Exercise details:
Using the lines below, work out the count of those that hold "Westermeenweg". Give the number only.

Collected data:
[Start of section]

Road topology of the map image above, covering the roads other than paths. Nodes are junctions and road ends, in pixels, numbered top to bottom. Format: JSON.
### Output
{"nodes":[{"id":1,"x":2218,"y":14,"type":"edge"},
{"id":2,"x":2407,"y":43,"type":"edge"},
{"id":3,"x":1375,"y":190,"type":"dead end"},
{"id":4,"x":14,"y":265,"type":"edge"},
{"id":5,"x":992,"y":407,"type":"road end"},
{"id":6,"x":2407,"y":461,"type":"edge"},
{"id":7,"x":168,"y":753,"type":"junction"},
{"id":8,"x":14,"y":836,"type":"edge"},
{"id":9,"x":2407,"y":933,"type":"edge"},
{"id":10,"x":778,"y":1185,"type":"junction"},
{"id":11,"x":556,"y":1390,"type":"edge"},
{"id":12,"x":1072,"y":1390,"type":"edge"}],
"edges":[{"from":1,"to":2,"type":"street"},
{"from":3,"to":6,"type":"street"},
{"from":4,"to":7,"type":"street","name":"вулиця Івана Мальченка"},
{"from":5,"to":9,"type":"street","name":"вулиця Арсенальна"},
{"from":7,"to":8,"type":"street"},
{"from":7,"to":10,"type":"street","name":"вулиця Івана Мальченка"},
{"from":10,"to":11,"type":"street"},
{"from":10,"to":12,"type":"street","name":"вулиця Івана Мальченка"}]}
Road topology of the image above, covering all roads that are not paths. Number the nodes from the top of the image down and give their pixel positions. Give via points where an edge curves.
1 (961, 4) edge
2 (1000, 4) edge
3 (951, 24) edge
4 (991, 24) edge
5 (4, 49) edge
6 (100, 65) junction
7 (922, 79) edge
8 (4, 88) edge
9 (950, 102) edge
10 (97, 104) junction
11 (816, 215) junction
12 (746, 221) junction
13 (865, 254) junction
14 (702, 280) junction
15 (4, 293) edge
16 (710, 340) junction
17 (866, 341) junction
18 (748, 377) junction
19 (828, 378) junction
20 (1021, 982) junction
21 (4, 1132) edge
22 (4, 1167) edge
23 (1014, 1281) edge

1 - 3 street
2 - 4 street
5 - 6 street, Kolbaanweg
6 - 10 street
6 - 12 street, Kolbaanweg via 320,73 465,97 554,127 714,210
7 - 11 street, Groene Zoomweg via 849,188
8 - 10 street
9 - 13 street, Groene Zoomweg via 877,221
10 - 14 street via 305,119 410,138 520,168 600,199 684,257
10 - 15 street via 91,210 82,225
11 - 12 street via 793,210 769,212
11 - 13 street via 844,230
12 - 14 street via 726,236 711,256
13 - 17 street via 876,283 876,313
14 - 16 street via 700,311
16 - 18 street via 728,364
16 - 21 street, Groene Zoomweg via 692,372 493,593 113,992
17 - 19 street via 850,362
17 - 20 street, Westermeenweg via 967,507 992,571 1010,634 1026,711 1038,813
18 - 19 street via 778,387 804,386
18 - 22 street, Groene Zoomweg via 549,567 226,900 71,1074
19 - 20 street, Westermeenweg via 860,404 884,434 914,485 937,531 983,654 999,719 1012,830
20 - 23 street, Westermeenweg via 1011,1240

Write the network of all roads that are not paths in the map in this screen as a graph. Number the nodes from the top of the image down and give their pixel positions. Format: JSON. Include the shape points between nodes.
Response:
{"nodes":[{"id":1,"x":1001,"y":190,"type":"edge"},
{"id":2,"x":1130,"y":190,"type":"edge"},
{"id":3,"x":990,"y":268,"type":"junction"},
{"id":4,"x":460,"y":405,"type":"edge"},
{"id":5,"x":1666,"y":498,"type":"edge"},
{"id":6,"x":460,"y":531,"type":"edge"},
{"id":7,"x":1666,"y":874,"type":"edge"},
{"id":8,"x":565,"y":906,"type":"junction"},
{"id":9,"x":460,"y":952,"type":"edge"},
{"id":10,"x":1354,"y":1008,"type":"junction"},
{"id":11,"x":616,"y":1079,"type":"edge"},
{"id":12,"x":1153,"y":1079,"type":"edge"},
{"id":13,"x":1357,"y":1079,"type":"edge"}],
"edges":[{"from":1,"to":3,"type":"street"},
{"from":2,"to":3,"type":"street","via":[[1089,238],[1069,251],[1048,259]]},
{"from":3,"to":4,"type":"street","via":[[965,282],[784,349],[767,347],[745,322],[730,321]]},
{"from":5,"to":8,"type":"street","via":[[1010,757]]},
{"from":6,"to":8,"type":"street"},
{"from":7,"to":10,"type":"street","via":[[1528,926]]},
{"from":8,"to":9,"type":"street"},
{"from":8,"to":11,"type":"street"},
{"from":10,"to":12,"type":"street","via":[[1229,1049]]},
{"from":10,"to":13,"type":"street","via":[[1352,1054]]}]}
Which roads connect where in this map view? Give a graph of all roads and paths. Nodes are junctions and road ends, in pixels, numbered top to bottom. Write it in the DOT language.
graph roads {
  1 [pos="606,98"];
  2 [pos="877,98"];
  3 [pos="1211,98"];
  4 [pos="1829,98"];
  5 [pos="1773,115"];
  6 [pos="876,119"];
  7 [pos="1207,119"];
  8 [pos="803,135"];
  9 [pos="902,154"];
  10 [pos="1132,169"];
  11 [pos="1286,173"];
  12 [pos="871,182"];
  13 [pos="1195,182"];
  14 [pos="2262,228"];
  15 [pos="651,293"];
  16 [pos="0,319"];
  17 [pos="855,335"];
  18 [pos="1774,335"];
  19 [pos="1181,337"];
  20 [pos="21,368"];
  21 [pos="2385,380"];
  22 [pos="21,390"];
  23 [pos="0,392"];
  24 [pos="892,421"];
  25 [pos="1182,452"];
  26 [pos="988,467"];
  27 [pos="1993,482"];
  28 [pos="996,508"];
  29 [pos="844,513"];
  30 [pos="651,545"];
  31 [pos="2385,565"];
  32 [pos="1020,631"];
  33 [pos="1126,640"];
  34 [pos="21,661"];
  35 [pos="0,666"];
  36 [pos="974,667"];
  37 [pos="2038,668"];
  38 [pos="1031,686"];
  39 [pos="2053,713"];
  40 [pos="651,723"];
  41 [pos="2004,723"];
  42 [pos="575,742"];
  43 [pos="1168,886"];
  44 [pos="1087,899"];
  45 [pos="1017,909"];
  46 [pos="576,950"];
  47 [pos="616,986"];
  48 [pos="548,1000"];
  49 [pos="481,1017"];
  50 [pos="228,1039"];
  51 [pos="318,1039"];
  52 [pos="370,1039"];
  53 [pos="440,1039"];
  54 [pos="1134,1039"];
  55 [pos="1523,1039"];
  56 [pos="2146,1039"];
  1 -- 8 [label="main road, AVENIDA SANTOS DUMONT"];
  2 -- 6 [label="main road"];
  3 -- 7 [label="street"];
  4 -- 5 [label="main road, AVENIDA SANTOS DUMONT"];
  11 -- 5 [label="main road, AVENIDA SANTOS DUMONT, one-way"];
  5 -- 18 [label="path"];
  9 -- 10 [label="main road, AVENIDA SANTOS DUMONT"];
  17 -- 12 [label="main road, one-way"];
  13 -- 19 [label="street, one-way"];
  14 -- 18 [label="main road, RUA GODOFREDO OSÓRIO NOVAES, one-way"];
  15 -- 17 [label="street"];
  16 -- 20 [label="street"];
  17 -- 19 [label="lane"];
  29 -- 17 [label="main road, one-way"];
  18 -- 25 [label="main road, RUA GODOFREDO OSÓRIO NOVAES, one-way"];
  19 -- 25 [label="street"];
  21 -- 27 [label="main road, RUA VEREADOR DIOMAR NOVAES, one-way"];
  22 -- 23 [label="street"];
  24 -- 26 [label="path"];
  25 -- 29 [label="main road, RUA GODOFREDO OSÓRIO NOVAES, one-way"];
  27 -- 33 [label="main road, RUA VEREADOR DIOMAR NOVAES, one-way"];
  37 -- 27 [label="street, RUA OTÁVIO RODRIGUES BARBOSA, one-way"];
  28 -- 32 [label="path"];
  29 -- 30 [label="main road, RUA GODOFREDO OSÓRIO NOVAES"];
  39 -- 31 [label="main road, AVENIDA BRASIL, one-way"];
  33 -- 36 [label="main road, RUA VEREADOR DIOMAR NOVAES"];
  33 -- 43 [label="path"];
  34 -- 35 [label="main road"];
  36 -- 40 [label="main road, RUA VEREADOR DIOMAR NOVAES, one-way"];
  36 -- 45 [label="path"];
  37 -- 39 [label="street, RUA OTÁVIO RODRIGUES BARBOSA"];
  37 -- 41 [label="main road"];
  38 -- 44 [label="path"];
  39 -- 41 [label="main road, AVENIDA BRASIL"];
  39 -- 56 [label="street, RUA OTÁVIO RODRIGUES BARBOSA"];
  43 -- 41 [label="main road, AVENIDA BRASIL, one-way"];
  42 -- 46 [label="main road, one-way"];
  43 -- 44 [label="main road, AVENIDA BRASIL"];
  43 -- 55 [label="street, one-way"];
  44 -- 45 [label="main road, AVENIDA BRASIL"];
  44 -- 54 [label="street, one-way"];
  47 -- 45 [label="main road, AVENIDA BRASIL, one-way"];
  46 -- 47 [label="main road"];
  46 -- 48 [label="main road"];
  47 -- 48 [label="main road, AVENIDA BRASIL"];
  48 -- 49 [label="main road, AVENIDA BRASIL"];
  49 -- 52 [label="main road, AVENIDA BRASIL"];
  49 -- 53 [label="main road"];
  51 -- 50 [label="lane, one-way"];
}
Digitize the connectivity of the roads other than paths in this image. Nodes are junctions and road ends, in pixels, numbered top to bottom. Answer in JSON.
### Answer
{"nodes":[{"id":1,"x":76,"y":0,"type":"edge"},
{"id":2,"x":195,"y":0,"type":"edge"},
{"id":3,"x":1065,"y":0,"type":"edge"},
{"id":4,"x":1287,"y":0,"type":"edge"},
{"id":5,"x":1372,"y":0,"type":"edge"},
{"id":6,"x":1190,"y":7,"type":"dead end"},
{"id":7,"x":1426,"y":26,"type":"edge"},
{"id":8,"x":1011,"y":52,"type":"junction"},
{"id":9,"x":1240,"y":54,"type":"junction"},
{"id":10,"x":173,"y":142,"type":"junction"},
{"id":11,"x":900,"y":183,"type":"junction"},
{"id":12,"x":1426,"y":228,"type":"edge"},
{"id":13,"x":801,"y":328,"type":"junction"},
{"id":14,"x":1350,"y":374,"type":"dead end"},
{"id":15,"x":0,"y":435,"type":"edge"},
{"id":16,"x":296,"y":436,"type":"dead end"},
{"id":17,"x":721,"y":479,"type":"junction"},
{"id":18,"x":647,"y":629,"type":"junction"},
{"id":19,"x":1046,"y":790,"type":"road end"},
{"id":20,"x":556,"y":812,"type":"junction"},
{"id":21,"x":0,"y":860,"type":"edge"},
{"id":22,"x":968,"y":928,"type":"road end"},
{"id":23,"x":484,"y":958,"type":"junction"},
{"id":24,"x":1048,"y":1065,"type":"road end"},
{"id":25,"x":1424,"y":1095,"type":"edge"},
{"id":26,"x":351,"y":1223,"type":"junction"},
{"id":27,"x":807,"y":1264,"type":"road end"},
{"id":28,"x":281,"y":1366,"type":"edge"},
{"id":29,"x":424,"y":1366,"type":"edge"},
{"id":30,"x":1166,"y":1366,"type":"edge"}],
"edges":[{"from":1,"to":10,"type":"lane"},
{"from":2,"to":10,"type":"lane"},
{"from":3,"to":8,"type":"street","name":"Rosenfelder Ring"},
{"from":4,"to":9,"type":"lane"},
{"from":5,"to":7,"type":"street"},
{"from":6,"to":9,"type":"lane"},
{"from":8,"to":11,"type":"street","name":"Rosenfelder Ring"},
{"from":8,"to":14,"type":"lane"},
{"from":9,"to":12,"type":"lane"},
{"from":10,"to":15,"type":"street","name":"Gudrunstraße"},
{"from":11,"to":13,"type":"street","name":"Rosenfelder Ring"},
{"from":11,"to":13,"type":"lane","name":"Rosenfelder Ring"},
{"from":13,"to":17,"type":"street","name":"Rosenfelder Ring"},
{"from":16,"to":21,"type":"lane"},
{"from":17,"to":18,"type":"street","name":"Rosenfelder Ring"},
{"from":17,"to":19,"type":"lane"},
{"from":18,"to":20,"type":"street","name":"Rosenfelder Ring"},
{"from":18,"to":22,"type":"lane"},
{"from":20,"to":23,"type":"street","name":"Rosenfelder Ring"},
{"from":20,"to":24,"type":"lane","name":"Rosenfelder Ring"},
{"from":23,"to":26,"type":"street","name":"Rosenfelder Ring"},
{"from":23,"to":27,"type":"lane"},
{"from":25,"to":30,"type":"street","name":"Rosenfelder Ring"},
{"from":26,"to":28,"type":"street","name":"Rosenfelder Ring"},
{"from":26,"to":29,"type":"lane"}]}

[End of section]

Result of this task:
3